Kebijakan Penetapan Kawasan Hutan di Lahan Sawit HGU Meresahkan Petani dan Pengusaha



KONTAN.CO.ID - JAKARTA. Langkah pemerintah memasukkan lahan sawit dengan izin Hak Guna Usaha (HGU) dalam kawasan hutan meresahkan kalangan petani dan pengusaha. Kebijakan Kementerian Lingkungan Hidup dan Kehutanan (KLHK) ini dinilai secara serampangan memasukkan lahan sawit ke dalam Kawasan Kehutanan.

Pengusaha Sawit yang juga Komisaris Paya Pinang, Kacuk Sumarto mengatakan, kebijakan tentang penataan perkebunan kelapa sawit yang memasukkan kebun sawit ke dalam Kawasan Hutan memicu rasa was-was di kalangan petani dan pengusaha.

"Dengan adanya batasan ketentuan ini, ada rasa wasawa dari pelaku usaha, terkait keberlangsungan usahanya. Ketidakpastian ini akan berdampak pada rasa ketidaksenangan usaha dan keamanan investasi itu sendiri," ujar Kacuk, Selasa (31/10).


Menurutnya, pemerintah harus memperhatikan permasalahan di lapangan dengan keresahan yang ada di masyarakat dan pengusaha yang memicu kriminalisasi, yakni sejak kebun sawit dimasukan dalam kawasan hutan.

Selama ini menurutnya banyak perkebunan kelapa sawit yang sudah mendapatkan HGU dengan proses panjang dan secara benar sesuai ketentuan undang-undang, namun kenapa kemudian oleh KLHK dimasukkan ke dalam Kawasan Kehutanan.

"Ini persoalan penting, tak sebatas soal denda administrasi (yang hendak diberlakukan oleh pemerintah, red). Yang perlu diingat adalah jangan menegakkan hukum dengan cara melanggar hukum. Penuhilah dahulu hukum-hukumnya, baru itu ditegakkan," ujar Kacuk.

Ia meminta pemerintah jangan hanya menyalahkan saja. Harus menunjukkan secara jelas pelanggaran apa yang terjadi, dan pelanggaran terhadap apa? Juga harus jelas kawasan hutan yang mana yang dilanggar dan bagaimana pelanggaran itu bisa disebut pelanggaran.

Menurut Kacuk, banyak perusahaan yang mendapatkan HGU dengan proses melelahkan, tertib, dan mengikuti proses secara benar sesuai peraturan perindang-undangan.

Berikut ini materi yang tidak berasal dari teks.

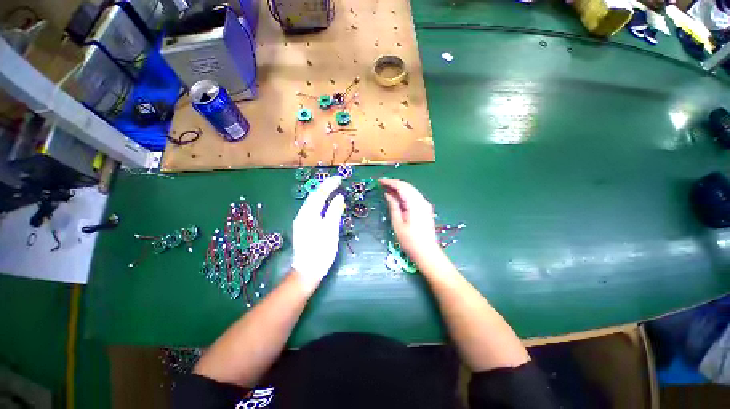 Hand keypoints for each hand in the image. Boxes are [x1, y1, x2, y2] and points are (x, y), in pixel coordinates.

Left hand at [291, 176, 345, 290]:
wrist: (307, 271)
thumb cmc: (321, 251)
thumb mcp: (330, 230)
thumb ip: (334, 212)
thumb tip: (339, 197)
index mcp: (308, 215)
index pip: (319, 194)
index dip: (329, 185)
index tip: (339, 179)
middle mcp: (302, 215)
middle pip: (313, 197)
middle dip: (325, 188)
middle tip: (337, 182)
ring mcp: (301, 222)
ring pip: (312, 203)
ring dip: (322, 194)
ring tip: (333, 190)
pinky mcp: (303, 227)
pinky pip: (312, 210)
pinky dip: (320, 203)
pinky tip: (326, 205)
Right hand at [380, 178, 441, 265]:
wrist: (427, 252)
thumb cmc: (410, 241)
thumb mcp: (398, 223)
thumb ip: (393, 206)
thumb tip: (388, 194)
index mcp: (415, 204)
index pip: (402, 187)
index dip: (390, 182)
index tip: (379, 181)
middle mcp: (422, 201)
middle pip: (407, 186)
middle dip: (394, 184)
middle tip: (381, 184)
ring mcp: (425, 204)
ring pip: (411, 190)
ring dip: (399, 188)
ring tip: (387, 189)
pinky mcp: (425, 209)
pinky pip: (413, 196)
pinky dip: (404, 194)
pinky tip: (397, 197) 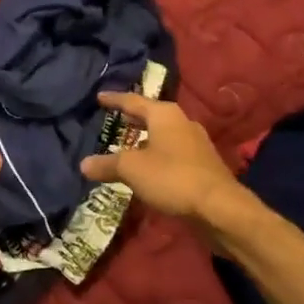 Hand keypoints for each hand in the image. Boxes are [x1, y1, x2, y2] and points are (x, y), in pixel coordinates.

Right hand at [80, 93, 238, 222]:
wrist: (219, 207)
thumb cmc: (172, 177)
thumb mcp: (132, 169)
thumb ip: (107, 164)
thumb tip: (83, 164)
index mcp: (164, 115)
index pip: (133, 101)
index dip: (114, 100)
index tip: (99, 97)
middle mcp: (182, 122)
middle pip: (152, 115)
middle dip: (133, 118)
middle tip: (116, 118)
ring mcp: (195, 144)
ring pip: (164, 135)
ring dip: (146, 138)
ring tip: (129, 144)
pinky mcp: (202, 165)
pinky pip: (173, 152)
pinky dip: (157, 154)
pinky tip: (149, 167) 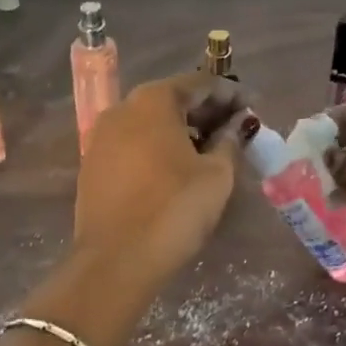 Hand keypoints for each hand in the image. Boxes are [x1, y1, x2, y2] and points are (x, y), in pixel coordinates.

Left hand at [73, 73, 248, 296]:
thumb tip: (237, 125)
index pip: (199, 83)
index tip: (252, 107)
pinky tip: (177, 167)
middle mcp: (122, 109)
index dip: (229, 94)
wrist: (116, 261)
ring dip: (181, 129)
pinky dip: (157, 147)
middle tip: (235, 127)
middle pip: (171, 99)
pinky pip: (133, 144)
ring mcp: (101, 137)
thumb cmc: (174, 209)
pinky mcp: (92, 165)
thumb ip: (229, 141)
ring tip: (210, 149)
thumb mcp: (217, 175)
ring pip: (149, 122)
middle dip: (204, 111)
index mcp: (153, 101) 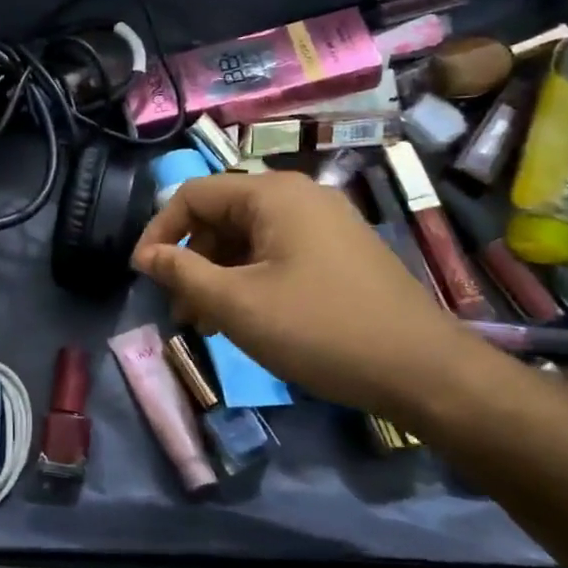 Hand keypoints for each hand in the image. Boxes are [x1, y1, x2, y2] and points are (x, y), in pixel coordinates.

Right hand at [132, 170, 488, 420]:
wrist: (424, 372)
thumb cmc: (319, 329)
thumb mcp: (236, 303)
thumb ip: (182, 273)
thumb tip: (146, 256)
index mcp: (273, 195)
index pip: (193, 194)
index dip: (159, 231)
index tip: (143, 275)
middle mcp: (299, 196)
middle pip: (220, 215)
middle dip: (191, 260)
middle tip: (181, 310)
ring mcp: (324, 223)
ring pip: (247, 238)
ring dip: (218, 275)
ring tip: (209, 323)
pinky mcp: (339, 252)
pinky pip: (276, 253)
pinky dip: (249, 279)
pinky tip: (246, 318) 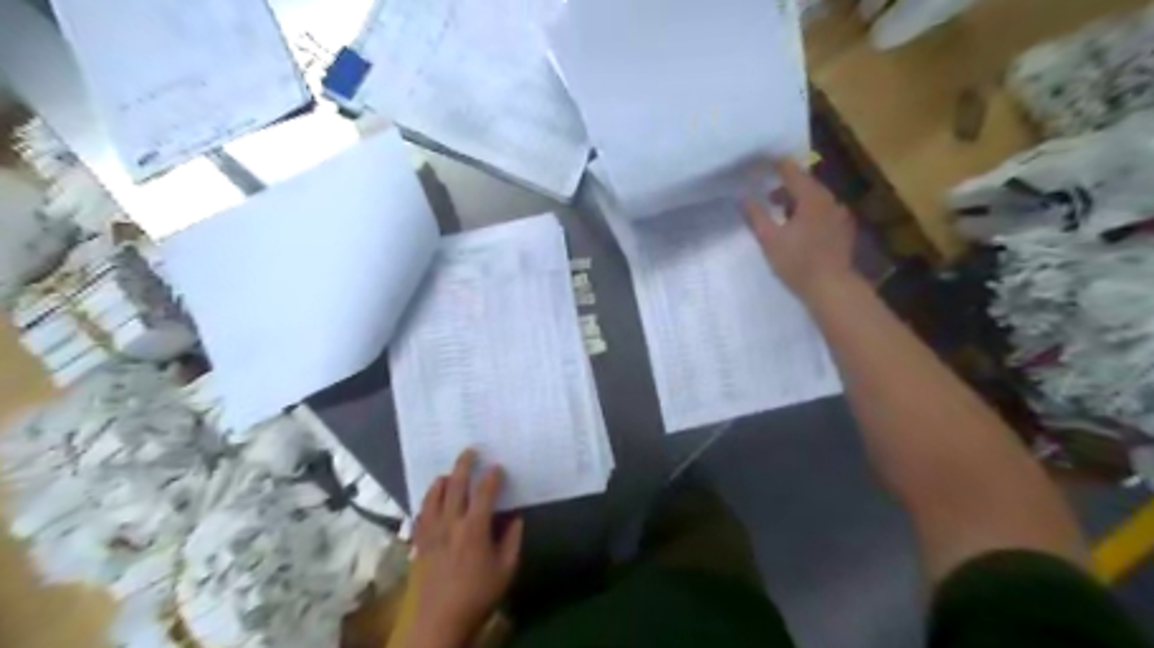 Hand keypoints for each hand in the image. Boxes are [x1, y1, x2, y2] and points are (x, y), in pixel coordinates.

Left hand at [404, 452, 524, 646]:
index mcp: (474, 528)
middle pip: (456, 485)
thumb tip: (516, 518)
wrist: (438, 621)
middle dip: (464, 464)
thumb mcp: (505, 570)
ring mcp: (431, 531)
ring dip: (443, 480)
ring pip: (434, 495)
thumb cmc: (477, 595)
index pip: (484, 492)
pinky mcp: (419, 542)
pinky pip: (421, 513)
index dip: (492, 476)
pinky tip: (431, 500)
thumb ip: (512, 540)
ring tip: (450, 473)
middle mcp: (450, 523)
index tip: (498, 467)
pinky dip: (427, 500)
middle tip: (470, 451)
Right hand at [750, 161, 854, 300]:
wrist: (831, 287)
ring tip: (780, 216)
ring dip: (796, 202)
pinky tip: (799, 229)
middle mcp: (829, 199)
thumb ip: (755, 214)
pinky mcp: (844, 229)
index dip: (774, 165)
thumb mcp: (769, 238)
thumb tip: (742, 195)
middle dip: (785, 187)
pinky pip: (823, 212)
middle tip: (766, 197)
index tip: (759, 165)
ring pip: (815, 199)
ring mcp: (840, 214)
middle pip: (805, 184)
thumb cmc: (797, 262)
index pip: (791, 170)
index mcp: (811, 197)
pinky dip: (809, 213)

Padahak dalam UU itu HGU sudah melewati beberapa syarat. Saat awal harus itunjuk dulu, setelah pemilik izin HGU itu diukur tapal batasnya, kemudian diklarifikasi di lapangan, baru dikukuhkan. Status dikukuhkan inilah maka perusahaan itu sudah secara sah dan legal mempunyai HGU dan dengan dokumen negara sah.

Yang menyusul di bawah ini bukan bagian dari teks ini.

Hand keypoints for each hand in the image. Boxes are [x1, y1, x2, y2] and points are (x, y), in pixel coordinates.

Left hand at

"Nah, fakta di lapangan, mohon maaf ini ugal-ugalan. Pemerintah dalam hal ini kLHK ugal-ugalan. Dia hanya menunjuk saja Kawasan Hutan. Sekali lagi Kawasan Hutan ditunjuk saja tanpa diukur dan sebagainya, lalu dipakai sebagai produk hukum yang mengenakan sanksi-sanksi tadi. Ini persoalannya," tukas Kacuk.

Kacuk mengakui ada segelintir perusahaan yang ugal-ugalan dan tidak mengikuti prosedur dengan benar, namun jangan lantas karena segelintir itu semua perusahaan dan perkebunan disalahkan.

"Banyak perusahaan yang betul-betul memenuhi ketentuan UU. Berdasarkan UU Agraria itu untuk mendapatkan HGU panjang, meleset sedikit tidak dapat, karena syarat-syaratnya harus dilengkapi," tandas Kacuk.

Ia pun menegaskan bahwa dalam proses penetapan batas-batas dan keluarnya HGU itu, pihak pemerintah dalam hal ini KLHK juga ikut terlibat.

"Dan dalam proses (terbitnya HGU) itu LHK itu tutur serta. Mbo ya kalau dia gak setuju jangan dikasih sejak awal. Sekarang kan ibarat meludah dijilat sendiri," tegas Kacuk.

Kacuk pun meminta jika ada persoalan atau perselisihan, harusnya dicarikan jalan keluar secara baik. Apalagi dalam penetapan Kawasan Hutan ini juga banyak persoalan.

"Kalau ada suatu persengektaan dengan perusahaan, mbok lihat dulu lah, betul enggak ini HGU nya. Tanya BPN. Kalau sudah ada bener enggak ini kawasan hutan," lanjutnya.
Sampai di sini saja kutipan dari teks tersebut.